The other Spanish play, Alfonso Sastre’s The Gag, an indictment of censorship under patriarchal tyranny, which exposes the abuse of power in authoritarian social structures, was another very good choice. Only I wish that the Mahmoud Hussein troupe who presented it had not changed its title to Hot Nights – a sexy title that raises false expectations. Directed in an abridged version by Gaber Farrag, with an elaborately detailed, somewhat  ornate, realistic set by Mazen Fadl, lighting by Ahmed El-Debeiki, and music by Ahmed Sami, it was marred the acting, which often relied on clichés. Nevertheless it scooped the Best Performance Award and shared the Award for Best director with The Ballad of the Phantom Train.
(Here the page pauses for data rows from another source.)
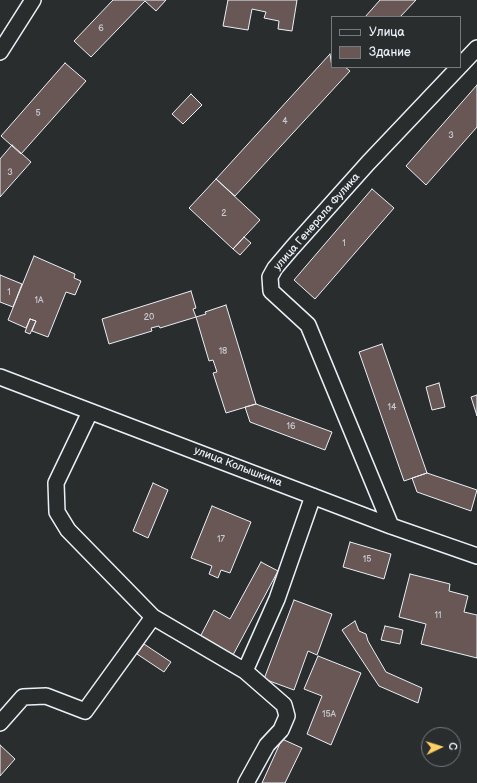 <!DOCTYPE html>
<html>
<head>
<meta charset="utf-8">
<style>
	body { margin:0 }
	#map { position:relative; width:477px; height:783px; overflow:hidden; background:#2a2d2e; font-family:"Balsamiq Sans",sans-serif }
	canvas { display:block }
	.legend { position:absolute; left:331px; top:16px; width:130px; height:52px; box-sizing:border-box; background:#2a2d2e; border:1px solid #767b7f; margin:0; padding:5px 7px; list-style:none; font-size:12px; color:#e8f1f8 }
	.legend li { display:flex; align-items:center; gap:8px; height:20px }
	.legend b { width:20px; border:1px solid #767b7f }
	.north { position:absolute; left:421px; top:727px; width:40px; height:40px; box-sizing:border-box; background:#2a2d2e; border:1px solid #767b7f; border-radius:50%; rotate:86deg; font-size:11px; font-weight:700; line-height:16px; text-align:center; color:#e8f1f8 }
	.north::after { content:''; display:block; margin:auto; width:14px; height:18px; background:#ffd166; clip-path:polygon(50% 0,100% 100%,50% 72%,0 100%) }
</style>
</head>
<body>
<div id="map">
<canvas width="477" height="783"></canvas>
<ul class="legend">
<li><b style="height:5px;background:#2a2d2e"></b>Улица</li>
<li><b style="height:11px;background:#695756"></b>Здание</li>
</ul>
<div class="north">С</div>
</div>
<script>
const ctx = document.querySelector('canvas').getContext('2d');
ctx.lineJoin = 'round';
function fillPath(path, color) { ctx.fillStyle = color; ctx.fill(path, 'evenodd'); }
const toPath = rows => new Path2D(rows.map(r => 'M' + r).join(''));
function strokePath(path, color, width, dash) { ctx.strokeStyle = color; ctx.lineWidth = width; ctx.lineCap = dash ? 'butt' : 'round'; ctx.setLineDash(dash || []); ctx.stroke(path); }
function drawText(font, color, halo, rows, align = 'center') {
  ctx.font = font + ' "Balsamiq Sans",sans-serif'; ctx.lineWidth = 3; ctx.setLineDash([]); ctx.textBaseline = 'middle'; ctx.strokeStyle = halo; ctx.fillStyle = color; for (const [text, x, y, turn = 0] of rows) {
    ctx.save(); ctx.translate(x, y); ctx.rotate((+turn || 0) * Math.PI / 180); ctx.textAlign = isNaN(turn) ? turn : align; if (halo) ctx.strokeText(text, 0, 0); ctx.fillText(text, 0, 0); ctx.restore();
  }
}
const building = toPath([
	[113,0,166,0,156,11,145,1,91,57,74,41,113,0],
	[228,0,297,0,292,31,278,29,279,21,264,18,266,12,252,9,248,30,223,26,228,0],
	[380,0,416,0,400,17,365,17,380,0],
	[330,54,332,67,345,67,350,71,235,196,216,179,330,54],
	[65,63,86,81,21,154,1,136,65,63],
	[477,85,477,127,426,185,406,166,477,85],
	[191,94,202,105,183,124,172,114,191,94],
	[12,145,31,162,0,197,0,159,12,145],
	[216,179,260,220,233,249,189,208,216,179],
	[372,189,394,208,315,299,294,280,372,189],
	[244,237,251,243,240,255,233,249,244,237],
	[34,256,75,274,74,278,81,281,75,295,66,292,48,337,32,331,36,321,30,319,26,328,8,320,34,256],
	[0,275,22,284,13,307,0,302,0,275],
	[191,291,196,308,193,309,196,317,160,328,159,326,151,328,152,331,109,344,102,319,191,291],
	[226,305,256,404,226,413,213,373,217,372,213,360,209,361,196,317,206,314,205,312,226,305],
	[30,319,36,321,30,334,25,332,30,319],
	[382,344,427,473,404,481,359,352,382,344],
	[439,383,445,407,432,410,426,387,439,383],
	[477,395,477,416,471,397,477,395],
	[256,404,332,432,325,450,250,422,245,407,256,404],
	[427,473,477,490,471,511,417,492,412,478,427,473],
	[153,483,168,490,148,538,133,531,153,483],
	[212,506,251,522,230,573,221,570,218,578,209,574,212,566,191,558,212,506],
	[350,542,391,554,384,579,343,567,350,542],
	[261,562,278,571,233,655,200,637,214,610,230,619,261,562],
	[410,574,450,584,449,591,468,596,464,612,477,615,477,658,421,644,426,624,399,617,410,574],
	[294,600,332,614,317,655,308,651,294,690,264,679,294,600],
	[355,621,359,631,366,634,368,641,386,672,422,688,418,703,379,686,342,630,355,621],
	[385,626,403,630,400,644,381,640,385,626],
	[144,644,171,662,164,672,137,654,144,644],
	[318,656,361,673,331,745,307,734,322,696,304,689,318,656],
	[282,739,302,748,285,783,262,783,282,739],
	[0,745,15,759,0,776,0,745]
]);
fillPath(building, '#695756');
strokePath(building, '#e8f1f8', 1);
const minor = toPath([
	[0,52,33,0],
	[460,66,477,48],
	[0,377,391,526,477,556],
	[391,526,308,325,271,291,270,277,275,268,292,248,368,163,459,67],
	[153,617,245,671,284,705,287,716,281,730,267,745,246,783],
	[245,671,277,599,313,496],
	[0,723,23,697,46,696,85,711,153,617,68,530,57,512,56,483,90,412]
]);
strokePath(minor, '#e8f1f8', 18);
strokePath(minor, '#2a2d2e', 15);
drawText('9px', '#c8cad0', null, [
	["6",101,29],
	["5",38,114],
	["4",285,122],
	["3",451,136],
	["3",10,173],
	["2",224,214],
	["1",344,244],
	["1",9,293],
	["1А",39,301],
	["20",149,318],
	["18",223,352],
	["14",392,408],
	["16",291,427],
	["17",221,540],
	["15",367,560],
	["11",438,616],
	["15А",329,715]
]);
drawText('11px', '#e8f1f8', '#2a2d2e', [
	["улица Генерала Фулика",317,222,-49],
	["улица Колышкина",238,467,21]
]);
</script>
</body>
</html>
Aziz Nesin’s play, You Are Not Gara, adapted, designed and directed by Mohamed Ali for the Akoun (To Be) Studio troupe in Ismailia, was the last production in the competition section. In it, Aziz Nesin uses a realistic setting to satirize the absurdity and corruption of politicians who often falsify history with fabricated myths of heroism to serve their own ends. In a small Turkish town, Bryn and Salesa, two high local officials, recreate Gara, an army deserter, vagabond and petty criminal whom they presume is dead, into a war hero who died defending his country and unveil a statue of him in an official ceremony. When Gara unexpectedly returns because he misses his town and family, the two officials are determined to protect the myth they created and repeatedly try to bribe him to leave and never come back. When he finally refuses, they make him literally disappear. He dies denying the lie, crying out that he is alive and that the truth will out one day. You can kill a man, but not the truth, the play seems to argue. As Nesin wrote it, all the play demands to work on stage is a statue and three good comedians. The Akoun Studio troupe provided the statue, and an impressive piece of sculpting it was, but not the comedians.  Ahmad Kamal, Mahmoud Nouh and Islam Mohamed not only mangled their lines, but managed to chase the spirit of comedy out of the text as well. Like the first performance in the competition, this last one was a thoroughly depressing affair.